▶ _WORK ORDER_
Only one span of the listing below is wanted: the lines from the one with "translate:-50% -50%; white-space:nowrap;" through the one with "position:absolute; left:1142px; top:8px;", reproduced exactly, both ends kept.

▶ _THE DATA_
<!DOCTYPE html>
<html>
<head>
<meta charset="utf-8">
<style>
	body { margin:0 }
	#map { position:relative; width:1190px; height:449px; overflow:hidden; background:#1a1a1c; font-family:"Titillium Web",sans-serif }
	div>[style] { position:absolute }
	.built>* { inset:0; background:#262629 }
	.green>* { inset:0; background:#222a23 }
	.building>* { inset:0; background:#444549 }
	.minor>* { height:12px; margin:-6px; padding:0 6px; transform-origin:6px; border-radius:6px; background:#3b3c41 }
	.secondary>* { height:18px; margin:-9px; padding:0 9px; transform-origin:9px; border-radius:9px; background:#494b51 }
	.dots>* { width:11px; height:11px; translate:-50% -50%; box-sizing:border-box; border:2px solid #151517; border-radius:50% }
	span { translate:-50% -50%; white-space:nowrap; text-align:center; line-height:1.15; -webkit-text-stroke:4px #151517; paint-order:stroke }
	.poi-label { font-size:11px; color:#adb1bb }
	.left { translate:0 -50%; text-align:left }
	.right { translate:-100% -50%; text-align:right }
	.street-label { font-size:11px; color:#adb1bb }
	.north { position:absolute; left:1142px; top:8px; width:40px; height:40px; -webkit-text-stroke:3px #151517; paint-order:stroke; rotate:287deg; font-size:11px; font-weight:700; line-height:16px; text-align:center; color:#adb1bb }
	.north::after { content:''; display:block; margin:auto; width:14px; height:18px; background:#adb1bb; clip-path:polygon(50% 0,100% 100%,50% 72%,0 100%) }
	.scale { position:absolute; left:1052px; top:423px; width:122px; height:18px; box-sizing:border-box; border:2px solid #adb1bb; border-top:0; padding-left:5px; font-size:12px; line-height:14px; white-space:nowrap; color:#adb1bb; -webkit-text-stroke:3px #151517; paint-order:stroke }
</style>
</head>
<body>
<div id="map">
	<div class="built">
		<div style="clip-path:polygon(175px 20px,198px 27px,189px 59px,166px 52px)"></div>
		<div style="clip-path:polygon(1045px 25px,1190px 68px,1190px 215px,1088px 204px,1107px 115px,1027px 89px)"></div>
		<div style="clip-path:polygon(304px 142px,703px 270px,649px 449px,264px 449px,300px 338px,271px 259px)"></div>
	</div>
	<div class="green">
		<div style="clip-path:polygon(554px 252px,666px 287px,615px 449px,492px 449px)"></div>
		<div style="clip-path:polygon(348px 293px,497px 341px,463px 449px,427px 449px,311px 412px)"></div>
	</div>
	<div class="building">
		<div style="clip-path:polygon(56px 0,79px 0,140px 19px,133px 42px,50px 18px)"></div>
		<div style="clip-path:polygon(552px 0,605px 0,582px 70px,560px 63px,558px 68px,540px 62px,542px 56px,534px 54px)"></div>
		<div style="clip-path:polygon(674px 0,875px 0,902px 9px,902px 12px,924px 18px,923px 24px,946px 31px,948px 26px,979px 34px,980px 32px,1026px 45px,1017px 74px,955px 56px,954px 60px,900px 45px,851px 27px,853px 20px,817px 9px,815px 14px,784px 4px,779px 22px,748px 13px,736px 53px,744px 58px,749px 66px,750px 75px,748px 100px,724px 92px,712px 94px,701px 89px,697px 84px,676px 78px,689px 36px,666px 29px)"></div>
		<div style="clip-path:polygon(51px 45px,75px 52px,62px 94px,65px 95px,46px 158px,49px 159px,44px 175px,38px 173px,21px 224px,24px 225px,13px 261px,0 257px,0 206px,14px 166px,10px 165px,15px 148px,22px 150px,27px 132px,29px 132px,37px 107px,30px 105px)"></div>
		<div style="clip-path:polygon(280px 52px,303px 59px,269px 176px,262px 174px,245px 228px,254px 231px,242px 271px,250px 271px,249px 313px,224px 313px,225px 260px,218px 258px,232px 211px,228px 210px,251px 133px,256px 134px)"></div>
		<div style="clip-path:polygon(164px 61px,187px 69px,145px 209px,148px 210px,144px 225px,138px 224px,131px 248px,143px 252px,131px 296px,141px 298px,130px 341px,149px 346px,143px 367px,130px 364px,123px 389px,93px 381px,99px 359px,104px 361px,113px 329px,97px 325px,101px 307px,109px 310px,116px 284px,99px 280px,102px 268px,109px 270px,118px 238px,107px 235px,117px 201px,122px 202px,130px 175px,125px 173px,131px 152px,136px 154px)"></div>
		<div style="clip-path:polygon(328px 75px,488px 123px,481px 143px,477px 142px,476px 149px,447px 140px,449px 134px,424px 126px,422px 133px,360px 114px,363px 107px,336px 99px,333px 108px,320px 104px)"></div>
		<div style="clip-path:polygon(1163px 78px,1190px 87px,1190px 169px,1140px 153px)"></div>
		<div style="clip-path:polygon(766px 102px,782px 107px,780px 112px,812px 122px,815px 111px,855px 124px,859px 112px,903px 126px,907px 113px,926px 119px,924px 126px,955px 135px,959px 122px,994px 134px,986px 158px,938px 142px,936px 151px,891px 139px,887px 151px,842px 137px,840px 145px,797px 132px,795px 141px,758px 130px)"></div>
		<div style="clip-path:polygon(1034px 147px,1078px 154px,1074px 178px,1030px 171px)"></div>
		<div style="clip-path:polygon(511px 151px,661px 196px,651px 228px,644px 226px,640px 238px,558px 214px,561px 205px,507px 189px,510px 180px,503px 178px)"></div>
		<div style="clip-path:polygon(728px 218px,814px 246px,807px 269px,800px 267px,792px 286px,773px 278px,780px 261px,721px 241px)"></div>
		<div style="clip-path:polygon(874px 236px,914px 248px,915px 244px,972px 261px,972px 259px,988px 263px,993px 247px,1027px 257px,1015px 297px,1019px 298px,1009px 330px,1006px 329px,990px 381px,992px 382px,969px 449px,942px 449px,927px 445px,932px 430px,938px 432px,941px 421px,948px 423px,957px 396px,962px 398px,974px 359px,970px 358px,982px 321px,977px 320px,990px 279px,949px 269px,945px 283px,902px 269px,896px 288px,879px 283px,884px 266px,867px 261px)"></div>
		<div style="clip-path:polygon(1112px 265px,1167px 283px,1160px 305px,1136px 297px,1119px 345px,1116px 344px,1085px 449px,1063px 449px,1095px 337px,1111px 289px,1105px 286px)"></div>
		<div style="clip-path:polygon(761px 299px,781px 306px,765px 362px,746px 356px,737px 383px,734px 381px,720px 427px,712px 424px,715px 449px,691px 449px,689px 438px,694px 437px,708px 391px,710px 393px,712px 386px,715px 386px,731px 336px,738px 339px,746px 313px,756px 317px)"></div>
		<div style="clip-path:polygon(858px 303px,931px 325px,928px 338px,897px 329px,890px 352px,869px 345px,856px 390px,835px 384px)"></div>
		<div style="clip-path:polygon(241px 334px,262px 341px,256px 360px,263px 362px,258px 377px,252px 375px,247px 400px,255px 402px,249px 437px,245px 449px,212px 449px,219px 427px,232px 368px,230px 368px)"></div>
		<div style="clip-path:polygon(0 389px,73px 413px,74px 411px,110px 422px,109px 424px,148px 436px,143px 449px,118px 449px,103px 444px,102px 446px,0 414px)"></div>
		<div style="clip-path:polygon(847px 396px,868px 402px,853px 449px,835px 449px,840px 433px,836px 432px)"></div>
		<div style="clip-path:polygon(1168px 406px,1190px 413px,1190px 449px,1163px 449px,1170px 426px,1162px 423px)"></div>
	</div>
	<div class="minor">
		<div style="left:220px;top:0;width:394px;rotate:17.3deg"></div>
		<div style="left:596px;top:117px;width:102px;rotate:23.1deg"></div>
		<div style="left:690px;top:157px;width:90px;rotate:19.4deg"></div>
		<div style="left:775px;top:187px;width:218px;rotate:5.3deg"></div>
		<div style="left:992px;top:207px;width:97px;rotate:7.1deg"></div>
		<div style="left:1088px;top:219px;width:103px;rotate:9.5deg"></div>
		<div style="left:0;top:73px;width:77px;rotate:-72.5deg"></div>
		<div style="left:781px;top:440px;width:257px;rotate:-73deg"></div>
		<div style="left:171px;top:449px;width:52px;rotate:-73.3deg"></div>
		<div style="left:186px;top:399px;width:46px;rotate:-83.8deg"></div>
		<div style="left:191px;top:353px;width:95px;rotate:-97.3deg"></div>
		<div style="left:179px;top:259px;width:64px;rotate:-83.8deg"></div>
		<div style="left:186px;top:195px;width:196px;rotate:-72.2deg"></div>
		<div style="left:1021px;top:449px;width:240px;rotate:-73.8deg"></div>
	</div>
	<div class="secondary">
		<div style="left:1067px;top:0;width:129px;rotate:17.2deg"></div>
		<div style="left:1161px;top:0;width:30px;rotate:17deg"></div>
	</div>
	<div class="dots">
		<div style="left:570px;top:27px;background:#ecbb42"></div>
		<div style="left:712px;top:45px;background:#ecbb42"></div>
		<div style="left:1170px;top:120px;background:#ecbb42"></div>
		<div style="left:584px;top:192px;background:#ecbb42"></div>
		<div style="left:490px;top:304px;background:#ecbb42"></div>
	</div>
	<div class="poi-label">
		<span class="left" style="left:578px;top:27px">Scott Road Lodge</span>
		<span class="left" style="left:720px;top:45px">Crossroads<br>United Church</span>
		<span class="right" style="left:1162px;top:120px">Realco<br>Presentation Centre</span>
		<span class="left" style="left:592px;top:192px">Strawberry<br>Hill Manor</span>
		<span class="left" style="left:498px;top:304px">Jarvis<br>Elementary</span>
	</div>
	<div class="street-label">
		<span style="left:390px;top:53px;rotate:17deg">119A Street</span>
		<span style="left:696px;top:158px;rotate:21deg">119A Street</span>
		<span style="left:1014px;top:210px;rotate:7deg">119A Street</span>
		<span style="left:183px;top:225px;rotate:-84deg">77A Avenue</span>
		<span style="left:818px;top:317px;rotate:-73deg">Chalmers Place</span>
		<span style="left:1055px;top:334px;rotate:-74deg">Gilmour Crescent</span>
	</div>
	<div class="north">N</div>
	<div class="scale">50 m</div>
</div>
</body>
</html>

▶ _ANSWER TO THIS EXERCISE_
	span { translate:-50% -50%; white-space:nowrap; text-align:center; line-height:1.15; -webkit-text-stroke:4px #151517; paint-order:stroke }
	.poi-label { font-size:11px; color:#adb1bb }
	.left { translate:0 -50%; text-align:left }
	.right { translate:-100% -50%; text-align:right }
	.street-label { font-size:11px; color:#adb1bb }
	.north { position:absolute; left:1142px; top:8px; width:40px; height:40px; -webkit-text-stroke:3px #151517; paint-order:stroke; rotate:287deg; font-size:11px; font-weight:700; line-height:16px; text-align:center; color:#adb1bb }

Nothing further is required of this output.